__WORK INSTRUCTIONS__
Write out all of the records below precisely as given, omitting the images.

__THE DATA__

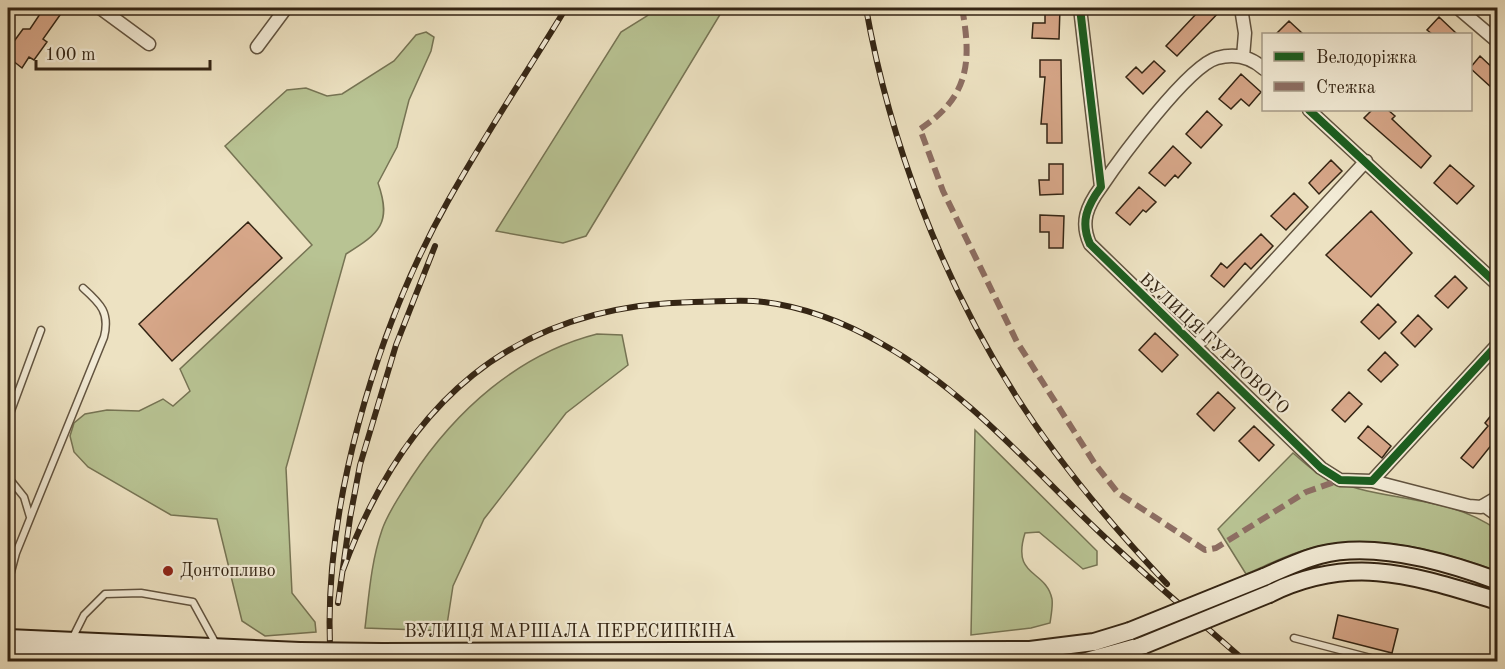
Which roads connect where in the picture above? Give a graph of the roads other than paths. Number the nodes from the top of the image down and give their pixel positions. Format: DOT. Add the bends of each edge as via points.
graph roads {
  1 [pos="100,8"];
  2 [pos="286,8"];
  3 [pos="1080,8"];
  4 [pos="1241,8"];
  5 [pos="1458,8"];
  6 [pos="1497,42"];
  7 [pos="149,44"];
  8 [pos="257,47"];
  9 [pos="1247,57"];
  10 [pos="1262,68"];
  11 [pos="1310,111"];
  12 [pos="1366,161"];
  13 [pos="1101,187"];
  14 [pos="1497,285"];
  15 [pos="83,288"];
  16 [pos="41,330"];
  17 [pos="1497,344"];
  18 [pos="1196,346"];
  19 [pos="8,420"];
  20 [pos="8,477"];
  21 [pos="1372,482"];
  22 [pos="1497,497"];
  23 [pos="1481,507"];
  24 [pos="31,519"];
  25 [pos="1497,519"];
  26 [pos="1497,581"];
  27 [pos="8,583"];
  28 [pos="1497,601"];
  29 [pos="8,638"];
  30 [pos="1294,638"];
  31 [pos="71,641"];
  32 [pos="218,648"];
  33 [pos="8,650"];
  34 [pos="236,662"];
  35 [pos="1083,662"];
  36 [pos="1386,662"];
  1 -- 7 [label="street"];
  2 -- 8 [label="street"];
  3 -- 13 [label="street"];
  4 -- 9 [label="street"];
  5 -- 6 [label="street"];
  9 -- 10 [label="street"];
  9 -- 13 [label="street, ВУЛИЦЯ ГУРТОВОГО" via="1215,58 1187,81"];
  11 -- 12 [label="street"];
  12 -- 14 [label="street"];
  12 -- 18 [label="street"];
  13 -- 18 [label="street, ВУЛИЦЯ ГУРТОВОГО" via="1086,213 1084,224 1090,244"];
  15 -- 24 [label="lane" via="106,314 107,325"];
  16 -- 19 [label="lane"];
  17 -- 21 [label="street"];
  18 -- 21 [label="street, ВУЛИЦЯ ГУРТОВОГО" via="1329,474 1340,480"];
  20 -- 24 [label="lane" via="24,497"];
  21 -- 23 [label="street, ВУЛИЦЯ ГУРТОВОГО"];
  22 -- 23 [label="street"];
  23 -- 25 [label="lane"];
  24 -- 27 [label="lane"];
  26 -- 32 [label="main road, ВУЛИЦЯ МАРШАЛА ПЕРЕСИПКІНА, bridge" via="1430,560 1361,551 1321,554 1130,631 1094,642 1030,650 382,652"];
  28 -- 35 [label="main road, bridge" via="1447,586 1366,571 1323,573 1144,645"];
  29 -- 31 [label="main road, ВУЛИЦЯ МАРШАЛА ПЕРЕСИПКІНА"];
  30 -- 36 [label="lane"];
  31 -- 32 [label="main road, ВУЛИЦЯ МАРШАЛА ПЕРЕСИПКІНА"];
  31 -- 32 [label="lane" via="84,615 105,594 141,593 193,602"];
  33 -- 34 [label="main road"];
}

__TASK RESPONSE__
Which roads connect where in the picture above? Give a graph of the roads other than paths. Number the nodes from the top of the image down and give their pixel positions. Format: DOT. Add the bends of each edge as via points.
graph roads {
  1 [pos="100,8"];
  2 [pos="286,8"];
  3 [pos="1080,8"];
  4 [pos="1241,8"];
  5 [pos="1458,8"];
  6 [pos="1497,42"];
  7 [pos="149,44"];
  8 [pos="257,47"];
  9 [pos="1247,57"];
  10 [pos="1262,68"];
  11 [pos="1310,111"];
  12 [pos="1366,161"];
  13 [pos="1101,187"];
  14 [pos="1497,285"];
  15 [pos="83,288"];
  16 [pos="41,330"];
  17 [pos="1497,344"];
  18 [pos="1196,346"];
  19 [pos="8,420"];
  20 [pos="8,477"];
  21 [pos="1372,482"];
  22 [pos="1497,497"];
  23 [pos="1481,507"];
  24 [pos="31,519"];
  25 [pos="1497,519"];
  26 [pos="1497,581"];
  27 [pos="8,583"];
  28 [pos="1497,601"];
  29 [pos="8,638"];
  30 [pos="1294,638"];
  31 [pos="71,641"];
  32 [pos="218,648"];
  33 [pos="8,650"];
  34 [pos="236,662"];
  35 [pos="1083,662"];
  36 [pos="1386,662"];
  1 -- 7 [label="street"];
  2 -- 8 [label="street"];
  3 -- 13 [label="street"];
  4 -- 9 [label="street"];
  5 -- 6 [label="street"];
  9 -- 10 [label="street"];
  9 -- 13 [label="street, ВУЛИЦЯ ГУРТОВОГО" via="1215,58 1187,81"];
  11 -- 12 [label="street"];
  12 -- 14 [label="street"];
  12 -- 18 [label="street"];
  13 -- 18 [label="street, ВУЛИЦЯ ГУРТОВОГО" via="1086,213 1084,224 1090,244"];
  15 -- 24 [label="lane" via="106,314 107,325"];
  16 -- 19 [label="lane"];
  17 -- 21 [label="street"];
  18 -- 21 [label="street, ВУЛИЦЯ ГУРТОВОГО" via="1329,474 1340,480"];
  20 -- 24 [label="lane" via="24,497"];
  21 -- 23 [label="street, ВУЛИЦЯ ГУРТОВОГО"];
  22 -- 23 [label="street"];
  23 -- 25 [label="lane"];
  24 -- 27 [label="lane"];
  26 -- 32 [label="main road, ВУЛИЦЯ МАРШАЛА ПЕРЕСИПКІНА, bridge" via="1430,560 1361,551 1321,554 1130,631 1094,642 1030,650 382,652"];
  28 -- 35 [label="main road, bridge" via="1447,586 1366,571 1323,573 1144,645"];
  29 -- 31 [label="main road, ВУЛИЦЯ МАРШАЛА ПЕРЕСИПКІНА"];
  30 -- 36 [label="lane"];
  31 -- 32 [label="main road, ВУЛИЦЯ МАРШАЛА ПЕРЕСИПКІНА"];
  31 -- 32 [label="lane" via="84,615 105,594 141,593 193,602"];
  33 -- 34 [label="main road"];
}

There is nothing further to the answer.